Kemudian, wajah Oliver meledak kebingungan.

"?!?!?!?!"

“Apa—? Nanao ?! ”

“Aku mengambil kebebasan untuk memberimu hadiah. Ha-ha — ini cukup memalukan. "

Katie melongo saat gadis Azian itu menggaruk pipinya dengan jarinya. Kemudian dia kembali membungkuk, kali ini menunjukkan pipi kanannya pada anak itu.

“Ayo, Oliver. Sekarang giliranmu. ”

“…… ?!”

"Jika kau pantas mendapat hadiah, aku juga. Ayo," tuntut Nanao, seolah itu merupakan sesuatu yang lazim. Oliver menekan satu tangan ke dadanya, jantungnya yang berdegup kencang berdetak satu mil per menit.

Chela tampak tidak terpengaruh. “… Baiklah, lakukan saja.
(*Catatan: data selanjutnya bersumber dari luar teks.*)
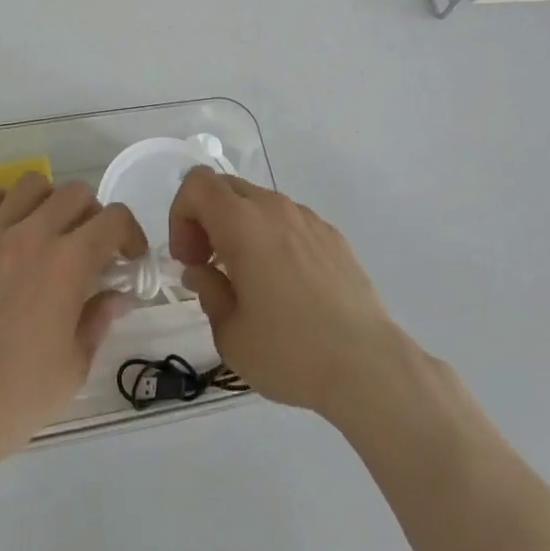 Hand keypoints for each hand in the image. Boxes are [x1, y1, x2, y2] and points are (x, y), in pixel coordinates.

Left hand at [0, 174, 144, 460]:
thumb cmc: (16, 397)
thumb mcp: (74, 366)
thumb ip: (99, 319)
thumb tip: (118, 295)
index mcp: (68, 262)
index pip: (114, 219)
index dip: (130, 233)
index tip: (129, 257)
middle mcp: (32, 235)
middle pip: (75, 193)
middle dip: (93, 216)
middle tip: (89, 247)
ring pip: (31, 185)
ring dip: (49, 202)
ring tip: (46, 232)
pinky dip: (1, 204)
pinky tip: (4, 229)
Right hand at [168, 169, 418, 424]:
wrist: (368, 366)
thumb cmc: (290, 351)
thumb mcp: (230, 334)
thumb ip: (208, 291)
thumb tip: (203, 272)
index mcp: (243, 223)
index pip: (197, 184)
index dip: (181, 214)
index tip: (190, 259)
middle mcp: (275, 208)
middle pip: (226, 188)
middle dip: (206, 219)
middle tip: (209, 265)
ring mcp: (308, 219)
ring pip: (259, 204)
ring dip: (240, 229)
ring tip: (249, 280)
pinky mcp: (333, 236)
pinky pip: (290, 222)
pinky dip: (273, 239)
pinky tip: (287, 287) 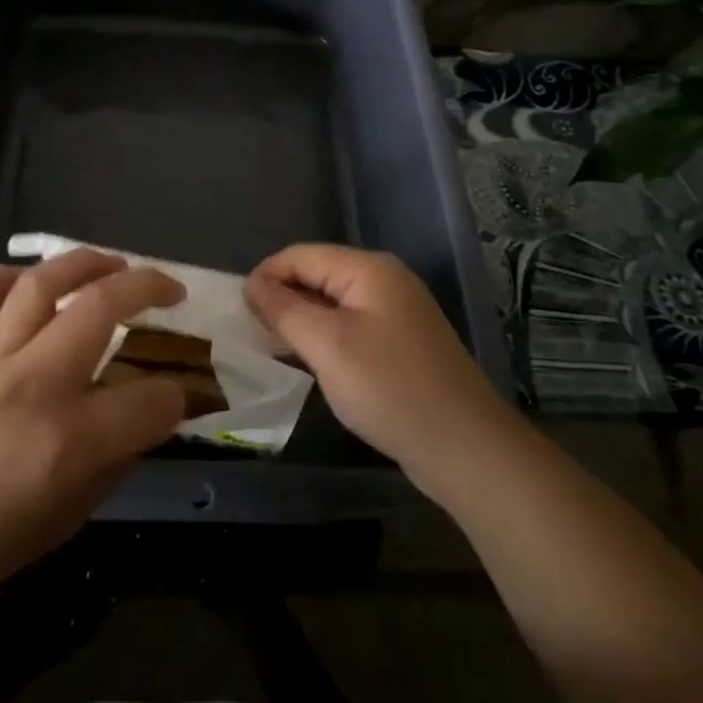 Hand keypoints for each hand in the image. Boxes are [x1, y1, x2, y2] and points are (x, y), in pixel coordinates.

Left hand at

Dia ada benarnya, bagaimanapun juga. Pekerjaan yang dia lakukan setidaknya membutuhkan satu atau dua ciuman. "

“Hmm, itu masuk akal.”

“Ini hanya untuk membalas budi, kan?”

“T-tunggu sebentar! Kenapa semua ini bisa terjadi?! ”

Guy dan Pete menyemangati Oliver sementara mata Katie menatap antara dia dan Nanao dengan panik.

Oliver, menyadari rute pelariannya telah terputus, mencoba memaafkan dirinya sendiri. "L-lihat, aku tidak pernah—"

"Oliver, aku menunggu," desak Nanao, menjadi tidak sabar. Mata Chela, Guy, dan Pete menatapnya tajam; dia bisa mendengar mereka memanggilnya pengecut yang tidak tahu berterima kasih. Katie sendiri tampaknya menentang, tetapi dia bahkan tidak bisa merangkai lebih dari beberapa kata. Akhirnya, Oliver menyerah.

"...... B-baiklah, jika kamu bersikeras," dia bergumam dengan kekalahan dan menatap sosok Nanao. Pipinya yang cantik dan terbuka lebar serta kulitnya yang kemerahan, begitu hidup, menunggu kedatangannya dengan penuh semangat.

“……!”

Tenang. Ciuman di pipi adalah sapaan yang umum. Tidak ada yang perlu dikhawatirkan , katanya pada dirinya sendiri saat dia dengan gugup mendekatkan bibirnya ke kulitnya, matanya tertutup.

“Noll?”

Tepat sebelum bibirnya bisa menyentuhnya, sebuah suara lembut mencapai telinganya.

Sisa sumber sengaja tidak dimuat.